:: What is being asked ::
Set down each record exactly as written.

:: Given entries ::
--

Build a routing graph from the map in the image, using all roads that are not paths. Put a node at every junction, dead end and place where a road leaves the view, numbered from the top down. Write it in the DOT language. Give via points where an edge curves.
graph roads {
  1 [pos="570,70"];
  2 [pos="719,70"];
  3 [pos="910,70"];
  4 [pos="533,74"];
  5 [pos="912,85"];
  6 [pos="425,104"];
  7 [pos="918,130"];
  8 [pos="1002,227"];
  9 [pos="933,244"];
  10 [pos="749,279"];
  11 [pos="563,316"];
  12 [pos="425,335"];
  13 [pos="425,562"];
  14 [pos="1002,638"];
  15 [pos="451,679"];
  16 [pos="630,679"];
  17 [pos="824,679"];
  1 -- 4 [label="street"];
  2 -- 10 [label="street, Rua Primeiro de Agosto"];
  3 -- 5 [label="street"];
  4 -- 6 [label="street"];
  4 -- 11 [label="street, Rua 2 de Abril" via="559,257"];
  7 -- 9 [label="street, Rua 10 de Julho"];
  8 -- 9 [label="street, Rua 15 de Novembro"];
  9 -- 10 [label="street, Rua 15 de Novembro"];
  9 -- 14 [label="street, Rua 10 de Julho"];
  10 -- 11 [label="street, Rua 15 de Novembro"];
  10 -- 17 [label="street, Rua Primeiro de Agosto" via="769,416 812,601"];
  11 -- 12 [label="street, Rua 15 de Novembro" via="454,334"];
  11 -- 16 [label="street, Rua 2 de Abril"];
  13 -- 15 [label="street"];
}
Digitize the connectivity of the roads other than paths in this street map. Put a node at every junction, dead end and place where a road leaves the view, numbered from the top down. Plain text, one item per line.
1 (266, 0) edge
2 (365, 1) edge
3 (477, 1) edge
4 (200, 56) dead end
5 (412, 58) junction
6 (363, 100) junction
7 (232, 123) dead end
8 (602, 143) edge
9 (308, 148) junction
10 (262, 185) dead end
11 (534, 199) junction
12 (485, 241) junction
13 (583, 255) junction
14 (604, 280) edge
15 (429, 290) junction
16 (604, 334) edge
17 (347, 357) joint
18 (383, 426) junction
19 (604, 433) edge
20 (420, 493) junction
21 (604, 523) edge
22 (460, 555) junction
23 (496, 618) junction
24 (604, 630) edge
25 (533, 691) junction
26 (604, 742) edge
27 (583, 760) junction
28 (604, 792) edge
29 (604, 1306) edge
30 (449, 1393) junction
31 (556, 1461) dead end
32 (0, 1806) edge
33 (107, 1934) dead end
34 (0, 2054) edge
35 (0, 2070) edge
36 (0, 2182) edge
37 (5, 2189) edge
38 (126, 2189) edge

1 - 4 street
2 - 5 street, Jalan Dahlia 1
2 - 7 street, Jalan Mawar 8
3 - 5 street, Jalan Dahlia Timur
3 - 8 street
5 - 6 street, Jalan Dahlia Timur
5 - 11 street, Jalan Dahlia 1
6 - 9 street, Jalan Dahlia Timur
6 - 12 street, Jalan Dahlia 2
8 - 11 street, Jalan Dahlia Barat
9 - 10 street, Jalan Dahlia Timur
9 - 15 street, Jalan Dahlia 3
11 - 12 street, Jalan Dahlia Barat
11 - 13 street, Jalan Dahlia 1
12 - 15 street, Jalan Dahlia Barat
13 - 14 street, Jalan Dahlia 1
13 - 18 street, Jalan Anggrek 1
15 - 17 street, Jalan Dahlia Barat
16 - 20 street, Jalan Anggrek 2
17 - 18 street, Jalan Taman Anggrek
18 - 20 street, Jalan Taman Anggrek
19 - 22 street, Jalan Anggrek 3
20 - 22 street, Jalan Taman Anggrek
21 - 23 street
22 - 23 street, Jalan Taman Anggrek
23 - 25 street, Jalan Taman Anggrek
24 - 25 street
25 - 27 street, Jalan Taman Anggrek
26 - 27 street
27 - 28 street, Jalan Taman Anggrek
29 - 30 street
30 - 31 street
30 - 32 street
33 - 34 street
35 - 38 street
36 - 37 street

--

:: Completed task ::
Build a routing graph from the map in the image, using all roads that are not paths. Put a node at every junction, dead end and place where a road leaves the view, numbered from the top down. Write it in the DOT language. Give via points where an edge curves.
graph roads {
  1 [pos="570,70"];
  2 [pos="719,70"];
  3 [pos="910,70"];
  4 [pos="533,74"];
  5 [pos="912,85"];
  6 [pos="425,104"];
  7 [pos="918,130"];
  8 [pos="1002,227"];
  9 [pos="933,244"];
  10 [pos="749,279"];
  11 [pos="563,316"];
  12 [pos="425,335"];
  13 [pos="425,562"];
  14 [pos="1002,638"];
  15 [pos="451,679"];
  16 [pos="630,679"];
  17 [pos="824,679"];
  1 -- 4 [label="street"];
  2 -- 10 [label="street, Rua Primeiro de Agosto"];
  3 -- 5 [label="street"];
  4 -- 6 [label="street"];
  4 -- 11 [label="street, Rua 2 de Abril" via="559,257"];
  7 -- 9 [label="street, Rua 10 de Julho"];
  8 -- 9 [label="street, Rua 15 de Novembro"];
  9 -- 10 [label="street, Rua 15 de Novembro"];
  9 -- 14 [label="street, Rua 10 de Julho"];
  10 -- 11 [label="street, Rua 15 de Novembro"];
  10 -- 17 [label="street, Rua Primeiro de Agosto" via="769,416 812,601"];
  11 -- 12 [label="street, Rua 15 de Novembro" via="454,334"];
  11 -- 16 [label="street, Rua 2 de Abril"];
  13 -- 15 [label="street"];
}
Digitize the connectivity of the roads other than paths in this street map. Put a node at every junction, dead end and place where a road leaves the view, numbered from the top down. Plain text, one item per line.
1 (266, 0) edge
2 (365, 1) edge
3 (477, 1) edge
4 (200, 56) dead end
5 (412, 58) junction
6 (363, 100) junction
7 (232, 123) dead end
8 (602, 143) edge
9 (308, 148) junction
10 (262, 185) dead end
11 (534, 199) junction
12 (485, 241) junction
13 (583, 255) junction
14 (604, 280) edge
15 (429, 290) junction
16 (604, 334) edge
17 (347, 357) joint
18 (383, 426) junction
19 (604, 433) edge
20 (420, 493) junction
21 (604, 523) edge
22 (460, 555) junction
23 (496, 618) junction
24 (604, 630) edge
25 (533, 691) junction
26 (604, 742) edge
27 (583, 760) junction
28 (604, 792) edge
29 (604, 1306) edge
30 (449, 1393) junction
31 (556, 1461) dead end
32 (0, 1806) edge
33 (107, 1934) dead end
34 (0, 2054) edge
35 (0, 2070) edge
36 (0, 2182) edge
37 (5, 2189) edge
38 (126, 2189) edge

1 - 4 street
2 - 5 street, Jalan Dahlia 1
2 - 7 street, Jalan Mawar 8
3 - 5 street, Jalan Dahlia Timur
3 - 8 street
5 - 6 street, Jalan Dahlia Timur
5 - 11 street, Jalan Dahlia 1
6 - 9 street, Jalan Dahlia Timur
6 - 12 street, Jalan Dahlia 2
8 - 11 street, Jalan Dahlia Barat
9 - 10 street, Jalan Dahlia Timur
9 - 15 street, Jalan Dahlia 3
11 - 12 street, Jalan Dahlia Barat
11 - 13 street, Jalan Dahlia 1
12 - 15 street, Jalan Dahlia Barat
13 - 14 street, Jalan Dahlia 1
13 - 18 street, Jalan Anggrek 1
15 - 17 street, Jalan Dahlia Barat
16 - 20 street, Jalan Anggrek 2
17 - 18 street, Jalan Taman Anggrek
18 - 20 street, Jalan Taman Anggrek
19 - 22 street, Jalan Anggrek 3
20 - 22 street, Jalan Taman Anggrek
21 - 23 street
22 - 23 street, Jalan Taman Anggrek
23 - 25 street, Jalan Taman Anggrek
24 - 25 street
25 - 27 street, Jalan Taman Anggrek
26 - 27 street
27 - 28 street, Jalan Taman Anggrek
29 - 30 street
30 - 31 street
30 - 32 street
33 - 34 street
35 - 38 street
36 - 37 street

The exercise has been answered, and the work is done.